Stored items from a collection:
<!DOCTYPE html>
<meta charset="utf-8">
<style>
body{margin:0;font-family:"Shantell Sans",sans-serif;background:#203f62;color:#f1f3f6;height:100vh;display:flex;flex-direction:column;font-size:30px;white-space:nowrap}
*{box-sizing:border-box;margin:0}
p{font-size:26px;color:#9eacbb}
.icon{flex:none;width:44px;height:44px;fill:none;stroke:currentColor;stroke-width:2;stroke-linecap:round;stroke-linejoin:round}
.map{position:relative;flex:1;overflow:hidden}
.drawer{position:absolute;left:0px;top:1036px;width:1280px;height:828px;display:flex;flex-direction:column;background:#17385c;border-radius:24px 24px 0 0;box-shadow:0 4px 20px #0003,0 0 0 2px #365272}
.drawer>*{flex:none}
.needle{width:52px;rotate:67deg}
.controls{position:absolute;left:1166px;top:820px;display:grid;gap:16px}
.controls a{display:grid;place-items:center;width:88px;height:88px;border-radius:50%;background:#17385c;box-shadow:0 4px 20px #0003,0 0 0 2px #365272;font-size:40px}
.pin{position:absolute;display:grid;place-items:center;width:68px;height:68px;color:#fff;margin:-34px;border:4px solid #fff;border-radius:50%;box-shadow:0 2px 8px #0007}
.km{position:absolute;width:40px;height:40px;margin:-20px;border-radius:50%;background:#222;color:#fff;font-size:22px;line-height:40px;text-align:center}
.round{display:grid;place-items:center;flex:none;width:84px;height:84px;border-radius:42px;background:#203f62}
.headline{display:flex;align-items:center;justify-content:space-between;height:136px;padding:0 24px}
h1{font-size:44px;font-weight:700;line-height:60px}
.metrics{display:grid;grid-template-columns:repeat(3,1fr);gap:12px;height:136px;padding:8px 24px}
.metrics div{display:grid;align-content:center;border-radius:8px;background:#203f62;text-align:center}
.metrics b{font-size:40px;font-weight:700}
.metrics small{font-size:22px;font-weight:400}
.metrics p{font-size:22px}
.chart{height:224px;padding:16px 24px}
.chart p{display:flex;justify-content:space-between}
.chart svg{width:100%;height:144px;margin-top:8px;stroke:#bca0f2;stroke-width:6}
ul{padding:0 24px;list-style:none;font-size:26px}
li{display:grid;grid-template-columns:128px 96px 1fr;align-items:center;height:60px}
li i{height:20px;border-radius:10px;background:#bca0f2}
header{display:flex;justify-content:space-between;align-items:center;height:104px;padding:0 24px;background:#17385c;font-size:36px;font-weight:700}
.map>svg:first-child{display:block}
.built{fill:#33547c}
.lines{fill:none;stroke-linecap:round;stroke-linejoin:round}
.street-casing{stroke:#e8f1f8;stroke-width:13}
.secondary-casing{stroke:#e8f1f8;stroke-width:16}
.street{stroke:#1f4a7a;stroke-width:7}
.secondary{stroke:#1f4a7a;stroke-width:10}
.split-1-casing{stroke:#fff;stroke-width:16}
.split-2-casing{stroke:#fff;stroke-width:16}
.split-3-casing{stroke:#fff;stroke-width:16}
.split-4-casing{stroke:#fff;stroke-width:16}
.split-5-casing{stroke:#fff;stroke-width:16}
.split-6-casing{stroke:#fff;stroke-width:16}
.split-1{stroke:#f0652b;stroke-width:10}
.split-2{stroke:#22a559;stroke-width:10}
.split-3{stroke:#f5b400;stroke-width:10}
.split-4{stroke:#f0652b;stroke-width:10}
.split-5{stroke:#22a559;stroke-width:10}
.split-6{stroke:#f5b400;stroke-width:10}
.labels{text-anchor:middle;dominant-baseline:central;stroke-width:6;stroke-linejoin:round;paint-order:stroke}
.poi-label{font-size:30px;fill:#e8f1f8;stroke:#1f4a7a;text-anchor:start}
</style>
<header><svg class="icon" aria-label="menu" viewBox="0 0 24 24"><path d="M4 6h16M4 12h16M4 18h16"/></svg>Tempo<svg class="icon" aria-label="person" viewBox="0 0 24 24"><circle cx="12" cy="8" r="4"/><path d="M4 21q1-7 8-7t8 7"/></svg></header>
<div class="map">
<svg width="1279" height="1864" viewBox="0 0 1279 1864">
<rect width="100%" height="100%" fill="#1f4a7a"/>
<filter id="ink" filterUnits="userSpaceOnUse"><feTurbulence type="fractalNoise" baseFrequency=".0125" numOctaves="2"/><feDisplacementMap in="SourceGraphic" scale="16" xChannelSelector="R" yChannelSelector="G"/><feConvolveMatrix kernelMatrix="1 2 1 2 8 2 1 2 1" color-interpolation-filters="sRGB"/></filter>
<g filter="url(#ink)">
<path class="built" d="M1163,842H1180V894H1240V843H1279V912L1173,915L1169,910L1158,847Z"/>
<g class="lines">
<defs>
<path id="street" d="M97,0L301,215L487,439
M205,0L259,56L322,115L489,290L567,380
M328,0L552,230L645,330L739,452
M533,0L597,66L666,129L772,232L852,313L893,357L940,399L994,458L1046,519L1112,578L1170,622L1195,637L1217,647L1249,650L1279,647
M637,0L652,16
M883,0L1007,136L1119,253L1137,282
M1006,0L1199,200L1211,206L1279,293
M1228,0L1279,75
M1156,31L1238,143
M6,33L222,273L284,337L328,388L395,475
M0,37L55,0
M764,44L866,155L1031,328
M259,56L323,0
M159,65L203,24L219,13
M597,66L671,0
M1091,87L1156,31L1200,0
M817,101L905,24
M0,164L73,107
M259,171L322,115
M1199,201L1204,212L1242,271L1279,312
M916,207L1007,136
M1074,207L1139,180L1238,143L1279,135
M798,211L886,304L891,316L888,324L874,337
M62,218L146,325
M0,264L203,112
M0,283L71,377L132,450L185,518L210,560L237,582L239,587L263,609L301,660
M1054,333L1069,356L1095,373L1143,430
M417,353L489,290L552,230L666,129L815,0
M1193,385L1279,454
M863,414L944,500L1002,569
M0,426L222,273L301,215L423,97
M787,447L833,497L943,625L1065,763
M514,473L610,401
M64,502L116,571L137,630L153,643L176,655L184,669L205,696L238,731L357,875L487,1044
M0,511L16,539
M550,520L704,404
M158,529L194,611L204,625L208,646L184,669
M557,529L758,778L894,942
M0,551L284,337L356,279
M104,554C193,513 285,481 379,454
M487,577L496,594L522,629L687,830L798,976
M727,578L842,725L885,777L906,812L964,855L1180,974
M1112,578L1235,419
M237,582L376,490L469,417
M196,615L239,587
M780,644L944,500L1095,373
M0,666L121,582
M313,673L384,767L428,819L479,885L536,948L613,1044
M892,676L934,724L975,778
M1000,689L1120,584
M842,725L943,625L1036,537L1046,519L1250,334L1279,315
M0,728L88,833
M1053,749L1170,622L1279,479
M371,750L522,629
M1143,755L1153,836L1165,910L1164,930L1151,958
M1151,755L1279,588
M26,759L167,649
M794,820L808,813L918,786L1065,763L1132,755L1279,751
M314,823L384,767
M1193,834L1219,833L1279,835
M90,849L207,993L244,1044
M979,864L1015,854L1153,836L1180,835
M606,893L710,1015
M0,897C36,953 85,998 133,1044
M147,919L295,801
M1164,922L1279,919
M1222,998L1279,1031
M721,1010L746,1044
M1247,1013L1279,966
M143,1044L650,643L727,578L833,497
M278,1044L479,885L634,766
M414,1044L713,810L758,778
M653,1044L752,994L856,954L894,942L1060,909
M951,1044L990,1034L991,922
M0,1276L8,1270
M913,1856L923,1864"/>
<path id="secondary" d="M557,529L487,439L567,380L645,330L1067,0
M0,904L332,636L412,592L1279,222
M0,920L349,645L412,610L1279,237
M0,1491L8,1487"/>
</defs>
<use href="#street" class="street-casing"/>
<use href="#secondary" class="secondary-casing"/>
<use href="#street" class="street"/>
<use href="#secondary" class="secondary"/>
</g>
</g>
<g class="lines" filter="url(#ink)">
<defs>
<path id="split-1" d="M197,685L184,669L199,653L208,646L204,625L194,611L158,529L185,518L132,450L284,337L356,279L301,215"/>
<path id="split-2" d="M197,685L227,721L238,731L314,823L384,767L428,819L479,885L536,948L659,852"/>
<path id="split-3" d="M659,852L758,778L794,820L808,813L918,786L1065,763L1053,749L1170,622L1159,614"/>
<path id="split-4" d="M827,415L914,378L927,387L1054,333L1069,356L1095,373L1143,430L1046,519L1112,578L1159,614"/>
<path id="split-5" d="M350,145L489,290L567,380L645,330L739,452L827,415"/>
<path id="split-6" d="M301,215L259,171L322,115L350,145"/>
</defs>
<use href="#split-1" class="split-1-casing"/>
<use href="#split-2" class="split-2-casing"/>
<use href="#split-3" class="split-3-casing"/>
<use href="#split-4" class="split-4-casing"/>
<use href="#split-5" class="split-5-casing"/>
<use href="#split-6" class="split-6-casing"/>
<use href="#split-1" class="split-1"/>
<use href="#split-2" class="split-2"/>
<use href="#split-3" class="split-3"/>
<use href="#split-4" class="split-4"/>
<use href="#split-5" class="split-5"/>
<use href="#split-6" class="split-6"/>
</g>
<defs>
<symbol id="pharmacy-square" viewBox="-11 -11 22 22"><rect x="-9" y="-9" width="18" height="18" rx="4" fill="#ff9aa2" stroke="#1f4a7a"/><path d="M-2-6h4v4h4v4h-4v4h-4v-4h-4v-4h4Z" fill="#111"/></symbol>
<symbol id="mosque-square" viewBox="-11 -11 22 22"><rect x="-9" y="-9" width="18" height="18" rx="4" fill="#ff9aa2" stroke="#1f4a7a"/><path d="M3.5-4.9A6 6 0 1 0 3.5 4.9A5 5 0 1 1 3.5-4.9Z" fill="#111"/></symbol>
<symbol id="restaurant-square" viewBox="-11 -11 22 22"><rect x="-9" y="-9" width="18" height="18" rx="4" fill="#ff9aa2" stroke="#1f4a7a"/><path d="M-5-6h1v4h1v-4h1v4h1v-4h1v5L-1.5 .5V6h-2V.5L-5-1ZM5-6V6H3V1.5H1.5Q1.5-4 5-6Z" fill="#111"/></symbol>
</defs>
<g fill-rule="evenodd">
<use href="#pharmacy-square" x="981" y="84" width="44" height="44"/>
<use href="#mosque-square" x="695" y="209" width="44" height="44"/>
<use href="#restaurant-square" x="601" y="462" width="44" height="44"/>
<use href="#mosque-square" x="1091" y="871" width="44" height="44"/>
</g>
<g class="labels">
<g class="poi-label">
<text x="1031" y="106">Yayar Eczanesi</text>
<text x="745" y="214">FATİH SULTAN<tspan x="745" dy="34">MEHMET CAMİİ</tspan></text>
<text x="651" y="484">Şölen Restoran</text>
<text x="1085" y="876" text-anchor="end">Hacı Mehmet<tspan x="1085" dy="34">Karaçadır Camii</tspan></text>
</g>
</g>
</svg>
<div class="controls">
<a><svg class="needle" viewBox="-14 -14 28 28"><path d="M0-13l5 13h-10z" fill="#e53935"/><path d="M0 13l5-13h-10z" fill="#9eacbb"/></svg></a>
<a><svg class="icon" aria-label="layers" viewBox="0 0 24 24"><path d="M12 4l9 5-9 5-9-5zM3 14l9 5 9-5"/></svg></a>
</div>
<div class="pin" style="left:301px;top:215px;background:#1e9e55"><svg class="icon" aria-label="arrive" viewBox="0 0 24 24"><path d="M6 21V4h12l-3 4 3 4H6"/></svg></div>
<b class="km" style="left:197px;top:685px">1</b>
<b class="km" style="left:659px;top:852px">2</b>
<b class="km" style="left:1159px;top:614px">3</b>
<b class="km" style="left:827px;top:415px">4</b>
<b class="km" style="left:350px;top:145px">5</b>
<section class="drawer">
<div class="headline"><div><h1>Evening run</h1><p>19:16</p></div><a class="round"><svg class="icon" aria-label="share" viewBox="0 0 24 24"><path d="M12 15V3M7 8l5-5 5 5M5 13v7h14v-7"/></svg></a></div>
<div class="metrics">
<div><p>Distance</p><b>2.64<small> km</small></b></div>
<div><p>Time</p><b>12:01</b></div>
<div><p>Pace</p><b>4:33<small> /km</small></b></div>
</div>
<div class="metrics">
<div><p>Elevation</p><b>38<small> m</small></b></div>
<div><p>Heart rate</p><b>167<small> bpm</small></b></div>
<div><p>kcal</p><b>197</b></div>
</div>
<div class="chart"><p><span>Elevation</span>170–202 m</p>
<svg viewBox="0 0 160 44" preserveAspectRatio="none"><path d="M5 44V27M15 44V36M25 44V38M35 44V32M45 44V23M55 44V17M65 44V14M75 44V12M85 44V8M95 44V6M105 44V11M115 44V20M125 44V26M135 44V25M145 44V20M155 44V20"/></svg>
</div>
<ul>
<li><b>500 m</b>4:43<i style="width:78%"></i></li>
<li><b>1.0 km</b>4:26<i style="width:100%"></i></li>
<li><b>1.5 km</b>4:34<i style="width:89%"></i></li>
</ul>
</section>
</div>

■ WORK INSTRUCTIONS: Pull out each line of the records holding the string "direction".

■ SOLUTION FOR THIS EXERCISE:
body{margin:0;font-family:"Shantell Sans",sans-serif;background:#203f62;color:#f1f3f6;height:100vh;display:flex;flex-direction:column;font-size:30px;white-space:nowrap}
.drawer{position:absolute;left:0px;top:1036px;width:1280px;height:828px;display:flex;flex-direction:column;background:#17385c;border-radius:24px 24px 0 0;box-shadow:0 4px 20px #0003,0 0 0 2px #365272}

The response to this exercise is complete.